Content starts

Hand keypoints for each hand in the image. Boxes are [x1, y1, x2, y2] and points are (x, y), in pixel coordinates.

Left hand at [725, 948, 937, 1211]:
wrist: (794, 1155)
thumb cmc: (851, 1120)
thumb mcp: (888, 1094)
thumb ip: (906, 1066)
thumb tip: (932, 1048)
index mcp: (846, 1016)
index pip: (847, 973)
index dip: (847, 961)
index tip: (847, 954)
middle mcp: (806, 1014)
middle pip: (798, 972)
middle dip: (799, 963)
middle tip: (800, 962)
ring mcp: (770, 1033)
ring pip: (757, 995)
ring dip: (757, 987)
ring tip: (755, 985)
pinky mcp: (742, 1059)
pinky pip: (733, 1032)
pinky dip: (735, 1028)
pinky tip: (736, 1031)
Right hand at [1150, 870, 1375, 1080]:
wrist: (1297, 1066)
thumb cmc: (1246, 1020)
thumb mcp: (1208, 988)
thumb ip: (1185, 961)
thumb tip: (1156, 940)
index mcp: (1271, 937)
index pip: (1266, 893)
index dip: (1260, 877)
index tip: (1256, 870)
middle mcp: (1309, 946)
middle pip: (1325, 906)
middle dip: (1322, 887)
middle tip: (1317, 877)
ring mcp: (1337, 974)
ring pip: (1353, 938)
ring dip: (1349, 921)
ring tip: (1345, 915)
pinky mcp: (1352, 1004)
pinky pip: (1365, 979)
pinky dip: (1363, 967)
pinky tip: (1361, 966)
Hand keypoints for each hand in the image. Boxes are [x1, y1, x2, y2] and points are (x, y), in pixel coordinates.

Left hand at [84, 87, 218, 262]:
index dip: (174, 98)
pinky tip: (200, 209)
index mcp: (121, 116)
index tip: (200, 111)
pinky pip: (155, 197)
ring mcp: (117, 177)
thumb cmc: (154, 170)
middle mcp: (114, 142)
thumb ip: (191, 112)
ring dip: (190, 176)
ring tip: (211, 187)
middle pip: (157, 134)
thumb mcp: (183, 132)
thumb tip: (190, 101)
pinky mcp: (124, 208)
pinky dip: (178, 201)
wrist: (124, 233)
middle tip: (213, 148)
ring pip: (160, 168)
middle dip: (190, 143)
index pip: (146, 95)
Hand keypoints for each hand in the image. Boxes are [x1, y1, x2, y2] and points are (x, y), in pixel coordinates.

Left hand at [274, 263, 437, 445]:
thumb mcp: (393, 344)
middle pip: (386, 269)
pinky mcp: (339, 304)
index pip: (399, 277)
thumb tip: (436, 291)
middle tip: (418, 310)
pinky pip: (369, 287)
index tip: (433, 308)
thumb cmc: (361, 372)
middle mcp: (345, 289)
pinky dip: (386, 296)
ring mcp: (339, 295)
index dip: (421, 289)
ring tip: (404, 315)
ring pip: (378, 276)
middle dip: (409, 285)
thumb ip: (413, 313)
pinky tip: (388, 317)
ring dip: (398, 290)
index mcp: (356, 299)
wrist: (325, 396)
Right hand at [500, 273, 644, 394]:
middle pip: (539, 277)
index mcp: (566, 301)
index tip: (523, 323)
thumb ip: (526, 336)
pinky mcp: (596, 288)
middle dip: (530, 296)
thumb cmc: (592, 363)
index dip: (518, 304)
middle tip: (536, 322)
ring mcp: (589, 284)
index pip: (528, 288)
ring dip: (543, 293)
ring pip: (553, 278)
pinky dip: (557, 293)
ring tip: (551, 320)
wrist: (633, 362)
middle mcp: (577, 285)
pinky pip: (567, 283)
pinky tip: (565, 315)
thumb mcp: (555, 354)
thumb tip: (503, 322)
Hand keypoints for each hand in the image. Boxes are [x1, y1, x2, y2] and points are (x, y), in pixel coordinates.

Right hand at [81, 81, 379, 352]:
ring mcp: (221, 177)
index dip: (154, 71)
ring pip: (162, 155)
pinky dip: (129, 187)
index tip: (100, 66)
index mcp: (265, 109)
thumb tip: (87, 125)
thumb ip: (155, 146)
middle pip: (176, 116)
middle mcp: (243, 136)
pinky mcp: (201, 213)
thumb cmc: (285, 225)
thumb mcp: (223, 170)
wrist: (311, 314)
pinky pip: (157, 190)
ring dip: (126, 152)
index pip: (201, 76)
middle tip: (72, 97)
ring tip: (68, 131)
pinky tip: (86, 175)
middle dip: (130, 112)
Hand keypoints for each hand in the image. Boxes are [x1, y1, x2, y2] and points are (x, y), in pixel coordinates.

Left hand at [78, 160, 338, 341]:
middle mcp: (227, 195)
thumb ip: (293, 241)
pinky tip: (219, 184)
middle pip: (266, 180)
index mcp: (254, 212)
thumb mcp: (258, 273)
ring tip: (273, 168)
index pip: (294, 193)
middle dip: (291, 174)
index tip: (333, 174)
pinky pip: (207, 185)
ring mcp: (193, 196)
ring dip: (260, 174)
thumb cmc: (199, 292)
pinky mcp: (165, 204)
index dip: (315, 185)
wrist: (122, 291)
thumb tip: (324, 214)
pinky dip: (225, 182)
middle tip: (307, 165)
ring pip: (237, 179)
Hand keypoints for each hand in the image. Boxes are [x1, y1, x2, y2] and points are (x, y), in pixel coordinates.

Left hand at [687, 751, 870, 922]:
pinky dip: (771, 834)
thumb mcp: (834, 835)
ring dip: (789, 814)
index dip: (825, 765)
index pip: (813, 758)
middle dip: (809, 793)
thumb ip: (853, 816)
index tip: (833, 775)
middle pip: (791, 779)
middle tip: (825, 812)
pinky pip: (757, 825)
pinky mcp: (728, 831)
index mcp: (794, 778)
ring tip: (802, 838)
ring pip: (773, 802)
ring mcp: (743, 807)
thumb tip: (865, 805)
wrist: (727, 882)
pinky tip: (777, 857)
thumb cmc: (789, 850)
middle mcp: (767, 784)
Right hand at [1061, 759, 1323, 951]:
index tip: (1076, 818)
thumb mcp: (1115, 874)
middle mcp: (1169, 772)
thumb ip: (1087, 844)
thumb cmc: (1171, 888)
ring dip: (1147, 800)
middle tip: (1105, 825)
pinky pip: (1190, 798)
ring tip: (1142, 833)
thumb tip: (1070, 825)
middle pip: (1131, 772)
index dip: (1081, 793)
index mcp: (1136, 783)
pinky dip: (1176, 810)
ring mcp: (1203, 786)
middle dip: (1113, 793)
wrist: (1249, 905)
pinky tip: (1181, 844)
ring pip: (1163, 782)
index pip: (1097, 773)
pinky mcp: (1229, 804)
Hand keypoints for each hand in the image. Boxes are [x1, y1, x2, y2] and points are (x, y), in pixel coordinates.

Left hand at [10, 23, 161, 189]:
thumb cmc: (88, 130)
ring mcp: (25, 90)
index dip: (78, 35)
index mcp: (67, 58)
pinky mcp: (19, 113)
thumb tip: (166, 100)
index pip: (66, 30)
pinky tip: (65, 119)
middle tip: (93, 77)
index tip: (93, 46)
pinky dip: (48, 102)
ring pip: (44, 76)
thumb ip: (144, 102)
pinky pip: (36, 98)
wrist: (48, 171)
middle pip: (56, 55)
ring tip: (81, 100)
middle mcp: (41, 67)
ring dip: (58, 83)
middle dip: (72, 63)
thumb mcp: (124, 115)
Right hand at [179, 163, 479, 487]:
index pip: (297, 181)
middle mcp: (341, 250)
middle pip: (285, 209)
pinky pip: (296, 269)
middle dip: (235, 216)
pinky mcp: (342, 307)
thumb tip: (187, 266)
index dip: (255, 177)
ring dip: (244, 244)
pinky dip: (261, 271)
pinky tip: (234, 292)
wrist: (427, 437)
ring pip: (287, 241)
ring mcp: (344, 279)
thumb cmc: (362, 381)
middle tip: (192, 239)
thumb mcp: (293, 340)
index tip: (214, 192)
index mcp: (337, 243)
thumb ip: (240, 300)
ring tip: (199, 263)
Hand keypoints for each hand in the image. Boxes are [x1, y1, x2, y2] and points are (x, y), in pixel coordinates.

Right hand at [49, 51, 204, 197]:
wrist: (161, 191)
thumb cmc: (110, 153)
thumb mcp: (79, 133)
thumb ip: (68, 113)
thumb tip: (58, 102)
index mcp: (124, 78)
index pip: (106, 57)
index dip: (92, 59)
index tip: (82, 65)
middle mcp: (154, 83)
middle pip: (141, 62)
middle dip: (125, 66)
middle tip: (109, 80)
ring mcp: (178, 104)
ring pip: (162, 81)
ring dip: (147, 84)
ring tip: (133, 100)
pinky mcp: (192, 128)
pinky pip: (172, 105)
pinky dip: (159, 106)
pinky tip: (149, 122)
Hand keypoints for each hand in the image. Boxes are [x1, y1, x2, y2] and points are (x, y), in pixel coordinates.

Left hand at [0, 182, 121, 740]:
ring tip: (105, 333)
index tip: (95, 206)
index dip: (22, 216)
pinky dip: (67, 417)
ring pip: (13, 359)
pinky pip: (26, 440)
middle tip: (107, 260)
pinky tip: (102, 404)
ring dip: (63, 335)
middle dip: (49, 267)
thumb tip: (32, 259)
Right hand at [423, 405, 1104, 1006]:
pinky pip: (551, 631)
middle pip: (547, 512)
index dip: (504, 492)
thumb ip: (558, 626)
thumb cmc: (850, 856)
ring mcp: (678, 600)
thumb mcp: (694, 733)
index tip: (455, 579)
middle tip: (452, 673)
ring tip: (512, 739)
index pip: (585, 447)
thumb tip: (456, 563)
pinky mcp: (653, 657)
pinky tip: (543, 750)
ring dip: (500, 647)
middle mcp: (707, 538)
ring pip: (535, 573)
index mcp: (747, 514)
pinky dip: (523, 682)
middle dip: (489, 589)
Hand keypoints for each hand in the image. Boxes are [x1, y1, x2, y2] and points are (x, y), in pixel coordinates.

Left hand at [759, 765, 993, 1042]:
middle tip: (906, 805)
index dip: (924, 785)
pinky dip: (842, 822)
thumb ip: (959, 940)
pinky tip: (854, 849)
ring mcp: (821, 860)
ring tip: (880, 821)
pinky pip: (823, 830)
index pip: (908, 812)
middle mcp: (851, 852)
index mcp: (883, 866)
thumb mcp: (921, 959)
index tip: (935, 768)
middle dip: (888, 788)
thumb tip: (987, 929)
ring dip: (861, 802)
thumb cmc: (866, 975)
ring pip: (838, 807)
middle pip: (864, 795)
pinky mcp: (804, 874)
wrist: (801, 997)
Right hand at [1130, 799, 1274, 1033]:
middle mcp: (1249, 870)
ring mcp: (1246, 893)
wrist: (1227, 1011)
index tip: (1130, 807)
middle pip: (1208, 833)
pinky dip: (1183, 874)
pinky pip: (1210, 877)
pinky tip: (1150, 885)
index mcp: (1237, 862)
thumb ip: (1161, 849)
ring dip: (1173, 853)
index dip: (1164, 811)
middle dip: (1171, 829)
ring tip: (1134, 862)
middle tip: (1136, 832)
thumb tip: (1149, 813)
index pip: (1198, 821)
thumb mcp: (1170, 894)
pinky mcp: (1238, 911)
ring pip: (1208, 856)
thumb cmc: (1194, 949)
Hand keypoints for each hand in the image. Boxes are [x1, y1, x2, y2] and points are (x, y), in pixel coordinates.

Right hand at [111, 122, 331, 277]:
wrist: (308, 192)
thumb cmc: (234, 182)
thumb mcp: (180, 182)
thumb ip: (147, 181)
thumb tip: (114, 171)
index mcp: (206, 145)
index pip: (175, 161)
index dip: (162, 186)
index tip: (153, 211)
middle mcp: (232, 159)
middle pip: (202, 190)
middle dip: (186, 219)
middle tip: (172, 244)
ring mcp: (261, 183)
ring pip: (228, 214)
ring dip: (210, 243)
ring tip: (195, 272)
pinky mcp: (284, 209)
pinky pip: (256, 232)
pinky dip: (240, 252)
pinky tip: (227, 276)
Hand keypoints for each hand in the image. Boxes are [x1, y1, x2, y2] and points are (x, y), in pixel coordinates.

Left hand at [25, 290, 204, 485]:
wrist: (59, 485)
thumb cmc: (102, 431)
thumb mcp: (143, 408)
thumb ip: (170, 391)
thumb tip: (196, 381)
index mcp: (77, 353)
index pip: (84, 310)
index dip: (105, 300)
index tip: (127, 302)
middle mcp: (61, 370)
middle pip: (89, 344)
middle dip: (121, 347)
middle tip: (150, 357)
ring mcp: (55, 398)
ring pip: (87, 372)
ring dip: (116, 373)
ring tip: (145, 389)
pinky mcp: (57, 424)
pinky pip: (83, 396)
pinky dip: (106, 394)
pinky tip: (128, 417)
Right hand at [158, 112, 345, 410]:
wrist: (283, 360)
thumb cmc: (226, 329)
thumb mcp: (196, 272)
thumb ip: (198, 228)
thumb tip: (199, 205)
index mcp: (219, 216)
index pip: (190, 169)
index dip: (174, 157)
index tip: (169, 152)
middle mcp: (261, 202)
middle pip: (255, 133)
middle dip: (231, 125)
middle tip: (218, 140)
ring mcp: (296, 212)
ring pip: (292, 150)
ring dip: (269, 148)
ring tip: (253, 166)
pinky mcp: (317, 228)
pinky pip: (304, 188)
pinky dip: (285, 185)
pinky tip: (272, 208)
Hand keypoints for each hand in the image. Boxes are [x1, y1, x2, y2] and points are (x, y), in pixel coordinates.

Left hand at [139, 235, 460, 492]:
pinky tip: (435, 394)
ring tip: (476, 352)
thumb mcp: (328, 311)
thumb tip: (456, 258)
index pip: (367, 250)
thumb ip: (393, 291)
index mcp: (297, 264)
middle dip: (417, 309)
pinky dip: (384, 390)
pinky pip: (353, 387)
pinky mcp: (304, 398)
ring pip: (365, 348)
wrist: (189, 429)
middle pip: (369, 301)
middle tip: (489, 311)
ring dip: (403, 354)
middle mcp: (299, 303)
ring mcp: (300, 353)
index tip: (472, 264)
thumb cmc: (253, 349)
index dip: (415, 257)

Content ends

▸ WORK INSTRUCTIONS: What are the lines from the one containing "index mcp: (297, 264)" through the end of the material? Reproduce them exactly, both ends included, with nothing added.

▸ ANSWER AREA:
index mcp: (297, 264)
middle dip: (417, 309)
pinky dip: (384, 390)
pinky pip: (353, 387)
pinky mcp: (304, 398)
ring pip: (365, 348)
wrist: (189, 429)
middle pip: (369, 301)
middle tip: (489, 311)
ring dip: (403, 354)
middle mcp: (299, 303)
ring mcp: (300, 353)
index tip: (472, 264)
thumb cmc: (253, 349)
index dip: (415, 257)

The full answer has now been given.